Como é a postectomia
A postectomia (circuncisão) é uma cirurgia ambulatorial feita sob anestesia local, com duração média de 30 a 40 minutos. Removo o excesso de prepúcio que causa o estreitamento, expondo adequadamente a glande, e faço a sutura com pontos que costumam ser absorvíveis. O paciente vai para casa no mesmo dia.
Como é a recuperação
- Primeiros dias: repouso relativo, curativos e analgésicos simples. O desconforto costuma ser leve.
- Trabalho: retorno em poucos dias para atividades sem esforço.
- Exercícios físicos: liberados progressivamente após cerca de 2 a 3 semanas.
- Atividade sexual: abstinência por cerca de 30 dias, até a cicatrização completa.
Se a fimose te incomoda ou já causou infecções, saiba que a solução é rápida e definitiva. Agende uma avaliação para esclarecer suas dúvidas e entender se a postectomia é indicada para o seu caso.
Perguntas frequentes
Fimose no adulto sempre precisa de cirurgia?
Não.
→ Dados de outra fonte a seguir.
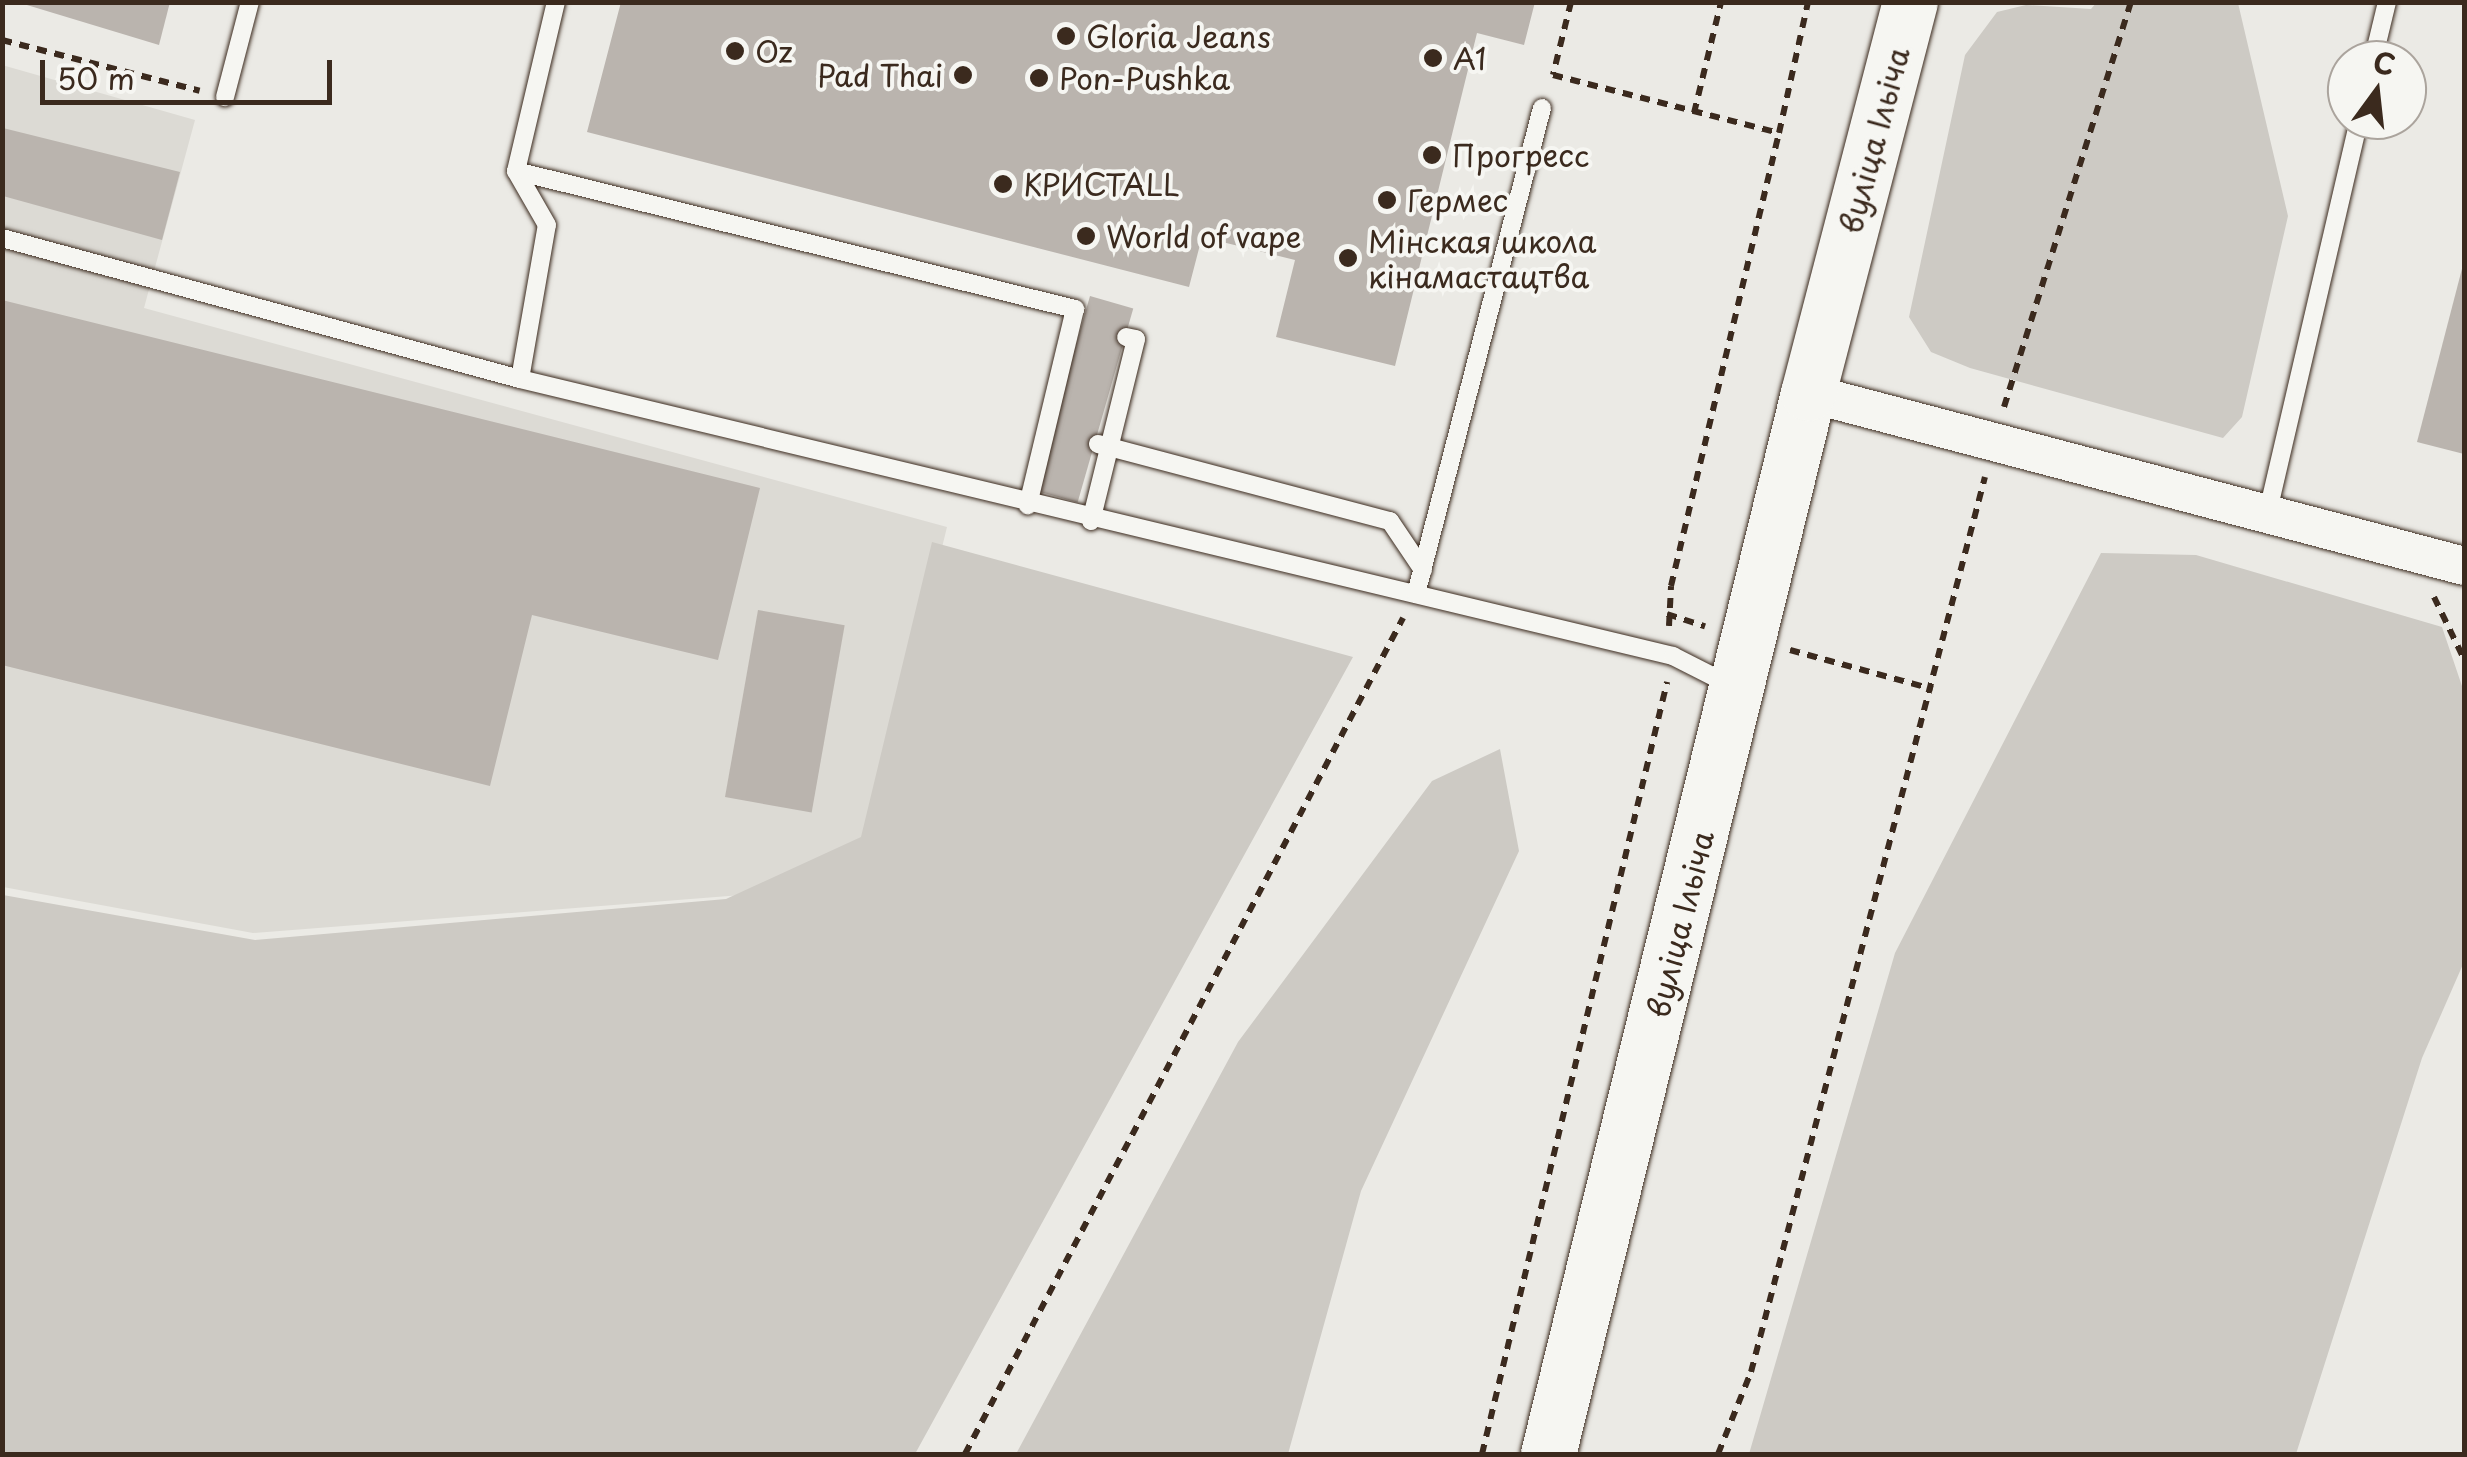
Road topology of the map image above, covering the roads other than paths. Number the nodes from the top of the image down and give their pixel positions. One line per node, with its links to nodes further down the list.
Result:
1 (250, 2): 6 (lane)
2 (556, 2): 9 (lane)
3 (1910, 2): 13 (main road, вуліца Ільіча)
4 (2387, 2): 5 (lane)
5 (2378, 40)
6 (225, 97)
7 (1542, 108): 19 (lane)
8 (2354, 140): 16 (lane)
9 (516, 171): 12 (lane); 15 (lane)
10 (2, 238): 12 (lane)
11 (1126, 336): 14 (lane)
12 (520, 379): 15 (lane)
13 (1808, 393): 16 (street); 21 (main road, вуліца Ільіча)
14 (1104, 445): 17 (lane); 19 (lane)
15 (1028, 505): 17 (lane)
16 (2268, 510): 18 (street)
17 (1090, 521): 20 (lane)
18 (2464, 566)
19 (1422, 570): 20 (lane)
20 (1416, 594): 21 (lane)
21 (1743, 664): 22 (main road, вуліца Ільіча)
22 (1548, 1454)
Em muitos casos a primeira linha é o corticoide tópico associado a exercícios suaves de retração, com cerca de 87% de sucesso. A cirurgia é indicada quando o creme falha, há cicatriz importante (líquen escleroso), dor na relação ou episódios de parafimose.
A fimose aumenta o risco de câncer de pênis?
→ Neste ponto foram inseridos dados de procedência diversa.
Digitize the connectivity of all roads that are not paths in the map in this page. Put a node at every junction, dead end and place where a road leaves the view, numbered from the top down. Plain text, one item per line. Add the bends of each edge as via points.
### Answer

Sim. A fimose é um fator de risco importante, presente em 25% a 75% dos casos de câncer de pênis, junto com má higiene, HPV de alto risco e inflamações crônicas. Tratar é também uma forma de prevenção.
A postectomia protege contra infecções sexualmente transmissíveis?
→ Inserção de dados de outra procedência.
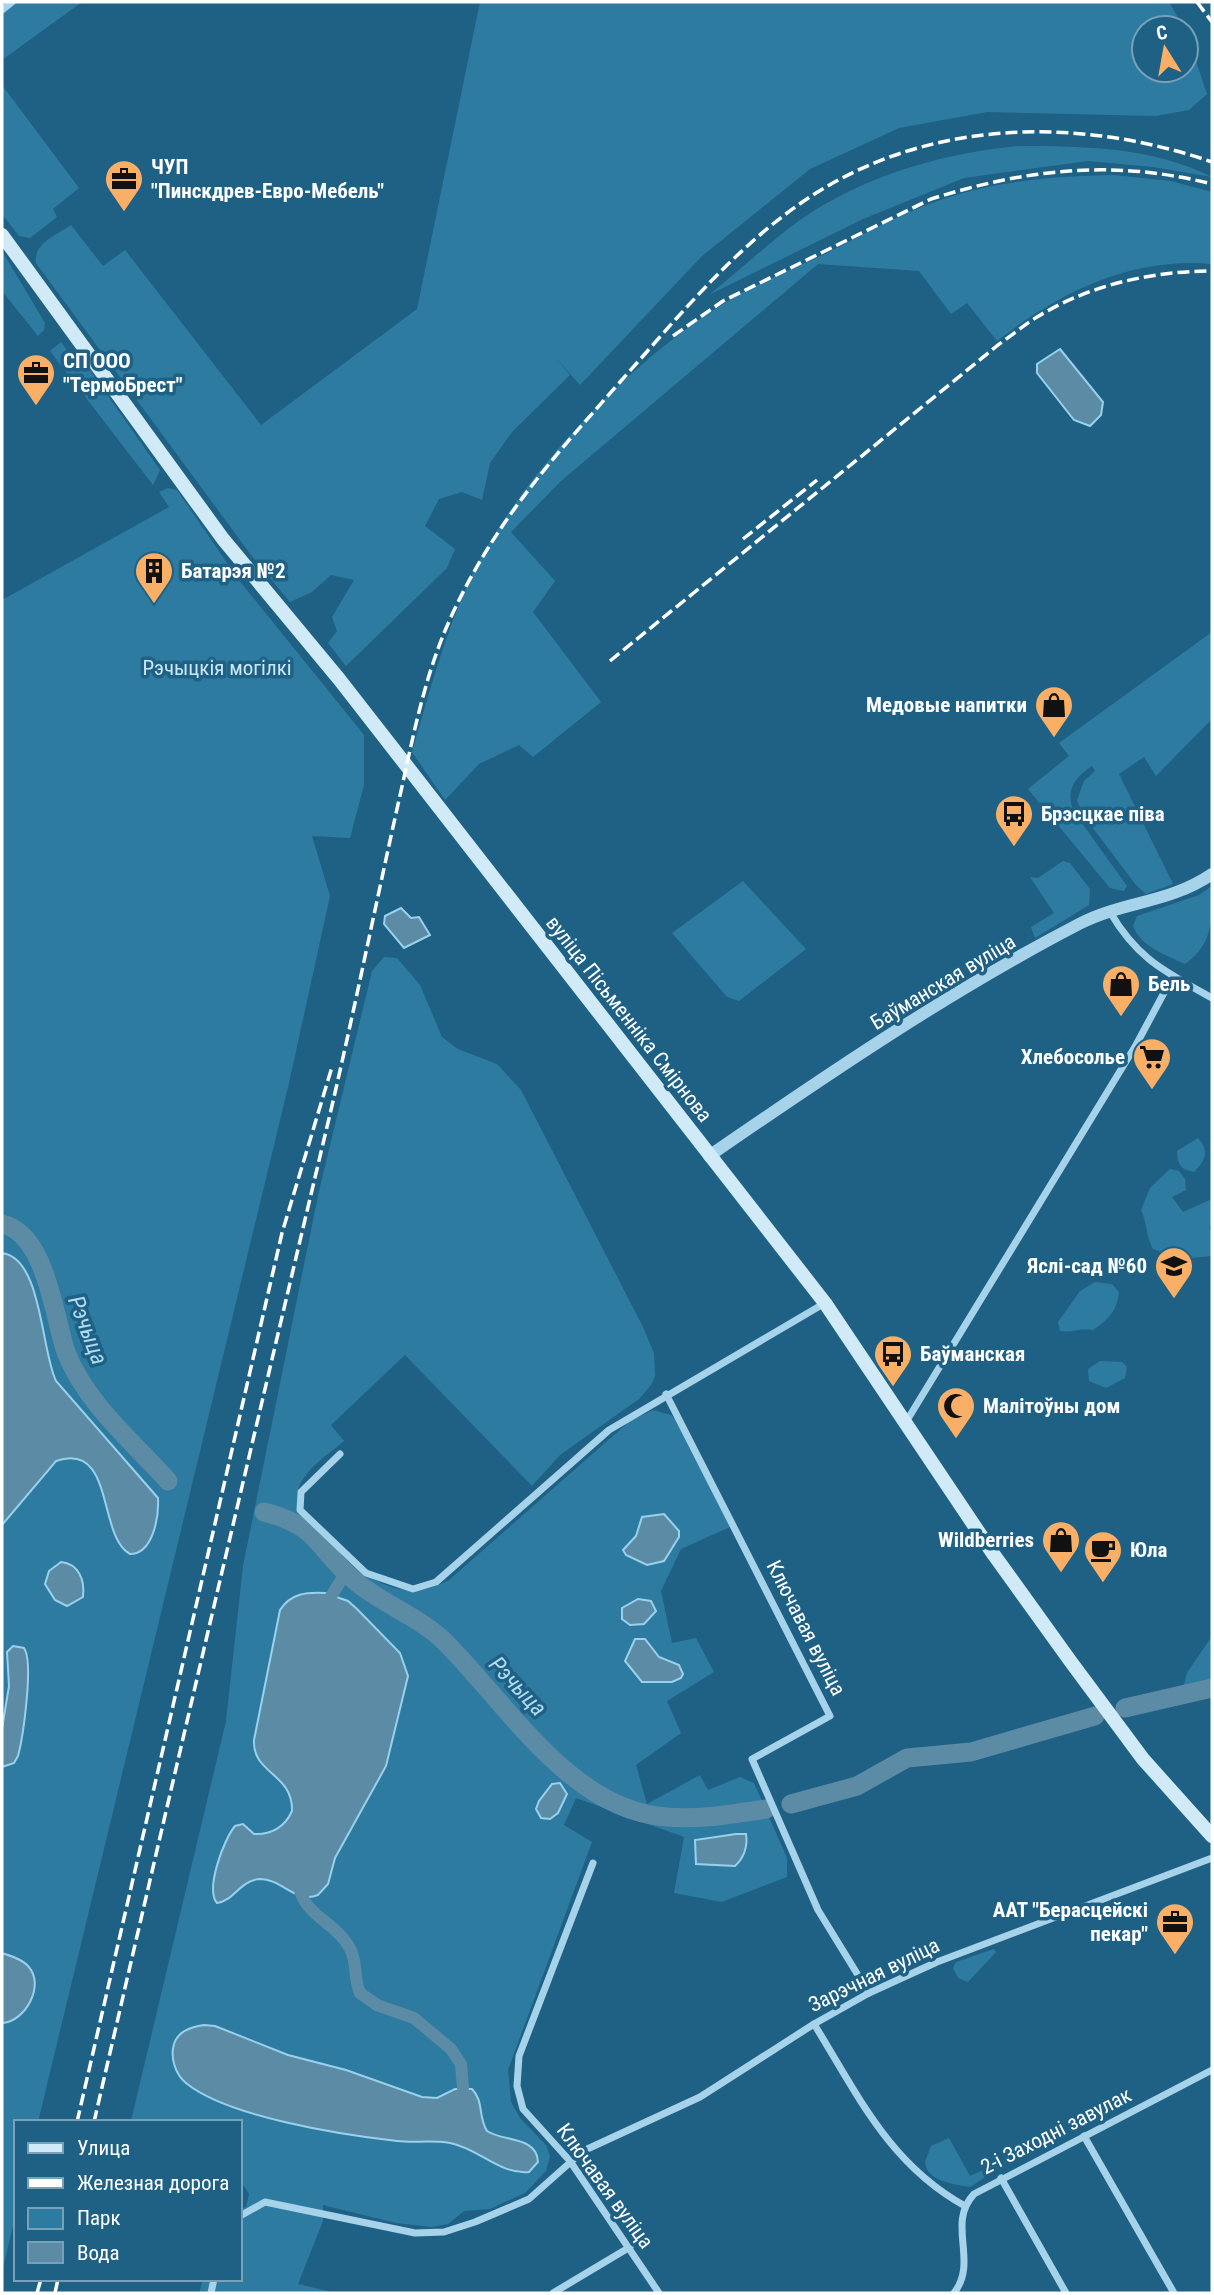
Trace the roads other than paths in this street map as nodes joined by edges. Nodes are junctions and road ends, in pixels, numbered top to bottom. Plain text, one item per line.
1 (12, 2) edge
2 (2, 10) edge
3 (2, 235) edge
4 (1212, 874) edge
5 (1110, 912) junction
6 (1173, 976) junction
7 (1212, 998) edge
8 (709, 1156) junction
9 (825, 1303) junction
10 (666, 1394) junction
11 (906, 1422) junction
12 (341, 1454) dead end
13 (1212, 1836) edge
14 (1212, 1858) edge
15 (593, 1863) dead end
16 (869, 1993) junction
17 (814, 2024) junction
18 (1212, 2070) edge
19 (1084, 2136) junction
20 (570, 2161) junction
21 (1001, 2178) junction
22 (965, 2206) junction
23 (242, 2215) edge
24 (630, 2248) junction
25 (553, 2293) edge
26 (659, 2293) edge
27 (954, 2293) edge
28 (1066, 2293) edge
29 (1174, 2293) edge

1 - 2 street
3 - 8 main road, вуліца Пісьменніка Смірнова
4 - 5 street, Баўманская вуліца
5 - 6 street
5 - 8 street, Баўманская вуліца
6 - 7 street
6 - 11 street
8 - 9 main road, вуліца Пісьменніка Смірнова
9 - 10 street
9 - 11 main road, вуліца Пісьменніка Смірнова
10 - 12 street
10 - 16 street, Ключавая вуліца
11 - 13 main road, вуліца Пісьменніка Смірнова
14 - 16 street, Зарэчная вуліца
15 - 20 street, Ключавая вуліца
16 - 17 street, Зарэчная вуліца
17 - 20 street, Зарэчная вуліца
17 - 22 street
18 - 19 street, 2-і Заходні завулак
19 - 21 street, 2-і Заходні завулак
19 - 29 street
20 - 23 street, Зарэчная вуліца
20 - 24 street, Ключавая вуліца
21 - 22 street, 2-і Заходні завулак
21 - 28 street
22 - 27 street
24 - 25 street
24 - 26 street, Ключавая вуліца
A circuncisão reduz em cerca de 60% o risco de o homem adquirir HIV em relação heterossexual, segundo a OMS, e ajuda na eliminação mais rápida do HPV. Mesmo assim, não substitui o uso de preservativo.
Quanto tempo dura a recuperação da postectomia?
Em geral, cerca de uma semana a 10 dias para as atividades do dia a dia. É uma cirurgia ambulatorial; a atividade sexual costuma ser liberada por volta de 30 dias, após a cicatrização completa.
A postectomia tem riscos?
Sim, mas é segura: o risco global de complicações é de cerca de 3,8%, incluindo sangramento, dor e infecção, e mais raramente estreitamento do meato ou resultado estético insatisfatório.
Fontes e referências
Este conteúdo foi baseado em fontes médicas reconhecidas:
- Sociedade Brasileira de Urologia — Campanha Câncer de Pênis Zero
- OMS — Voluntary medical male circumcision for HIV prevention
- Cleveland Clinic — Phimosis
Este artigo tem caráter informativo e não substitui a consulta médica. Cada caso deve ser avaliado individualmente.